Acabou por ir muito nova para os EUA mas, daquilo que vai acompanhando, como vê a forma que a ciência é tratada em Portugal? Portugal enveredou muito cedo, e fortemente, nesta área. Tenho muitos colegas aqui que estão envolvidos no futebol de robôs, que têm muito conhecimento de inteligência artificial, e da robótica em particular. Há também empresas aqui que trabalham com robótica de ponta. E eu tenho também muitas pessoas com quem me relaciono cientificamente em Portugal. Gosto muito de vir cá e trabalhar com eles.
Sente que podia ter desenvolvido aqui o trabalho em que investiu nas últimas décadas?
É uma pergunta difícil. Ao fim de quase 30 anos lá, não sei. Vendo agora o que os meus colegas fizeram aqui, com certeza que julgo que poderia ter acontecido. Mas não à mesma velocidade. Talvez tivesse sido mais difícil ser pioneira. Nos Estados Unidos há muita liberdade para as pessoas para fazerem aquilo que querem e há financiamento. Eu já evoluí muito, já doutorei 30 estudantes. É muito tempo, muito investimento.

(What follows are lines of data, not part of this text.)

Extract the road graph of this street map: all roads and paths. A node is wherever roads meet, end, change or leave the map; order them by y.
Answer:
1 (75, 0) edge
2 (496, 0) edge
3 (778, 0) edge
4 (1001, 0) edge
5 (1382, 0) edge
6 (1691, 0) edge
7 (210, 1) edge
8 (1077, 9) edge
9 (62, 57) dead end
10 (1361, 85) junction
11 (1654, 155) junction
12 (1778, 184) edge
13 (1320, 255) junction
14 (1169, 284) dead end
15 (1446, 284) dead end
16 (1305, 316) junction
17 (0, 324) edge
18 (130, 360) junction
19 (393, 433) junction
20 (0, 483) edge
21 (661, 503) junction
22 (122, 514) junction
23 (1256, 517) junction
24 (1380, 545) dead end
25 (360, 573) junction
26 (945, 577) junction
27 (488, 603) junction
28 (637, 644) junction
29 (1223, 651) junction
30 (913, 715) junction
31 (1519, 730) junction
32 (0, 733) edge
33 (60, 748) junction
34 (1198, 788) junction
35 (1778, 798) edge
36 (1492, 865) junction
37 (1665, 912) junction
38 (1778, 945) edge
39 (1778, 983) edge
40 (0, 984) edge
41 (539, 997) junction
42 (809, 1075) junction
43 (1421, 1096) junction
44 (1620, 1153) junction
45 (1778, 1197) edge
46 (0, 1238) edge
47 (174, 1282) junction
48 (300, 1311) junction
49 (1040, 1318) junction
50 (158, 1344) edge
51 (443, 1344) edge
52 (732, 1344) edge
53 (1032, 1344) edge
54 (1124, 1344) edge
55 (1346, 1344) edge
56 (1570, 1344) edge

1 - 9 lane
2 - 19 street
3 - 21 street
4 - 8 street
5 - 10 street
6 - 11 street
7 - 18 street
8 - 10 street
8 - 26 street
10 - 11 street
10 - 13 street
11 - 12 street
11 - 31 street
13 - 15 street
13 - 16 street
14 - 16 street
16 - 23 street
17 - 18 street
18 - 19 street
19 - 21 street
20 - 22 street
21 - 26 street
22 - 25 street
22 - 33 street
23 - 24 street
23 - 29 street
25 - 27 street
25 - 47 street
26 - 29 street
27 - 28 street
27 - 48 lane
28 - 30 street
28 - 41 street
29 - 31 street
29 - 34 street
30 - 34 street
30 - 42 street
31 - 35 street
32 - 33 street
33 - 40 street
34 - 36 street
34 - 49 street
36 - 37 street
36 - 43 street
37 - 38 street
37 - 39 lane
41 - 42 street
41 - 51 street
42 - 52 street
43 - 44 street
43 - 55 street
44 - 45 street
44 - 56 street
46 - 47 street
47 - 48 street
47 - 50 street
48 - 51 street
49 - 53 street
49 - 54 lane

Quando é que vamos voltar a ouvir falar da professora Manuela Veloso em Portugal?
Não sei… [risos] Eu venho cá várias vezes, tenho colaborações com a Universidade do Porto e também com o Instituto Superior Técnico em Lisboa e gosto muito de trabalhar com os meus colegas cá. Convidam-me muitas vezes para vir cá, e eu trabalho com estudantes cá, por isso, brevemente.
Talvez quando conseguir que os seus robôs consigam fazer algo mais?
Exactamente! Há imensos CoBots por aí – em Lisboa e no Porto – e por isso partilhamos muita da investigação nesse campo. Agora estou também a desenvolver a interacção com os humanos – os robôs agora têm umas luzes que revelam o seu estado, para dizerem se estão muito ocupados. Os robôs parecem apenas um bocado de metal com rodas, têm uma figura que… Bom, depois de anos de ver aquilo, uma pessoa precisa de ver mais. E precisam de ter mais expressão (não necessariamente emoção) do ponto de vista das tarefas. Nós não conseguimos saber se os robôs estão com pressa, por exemplo, e é nisso que eu estou a trabalhar agora.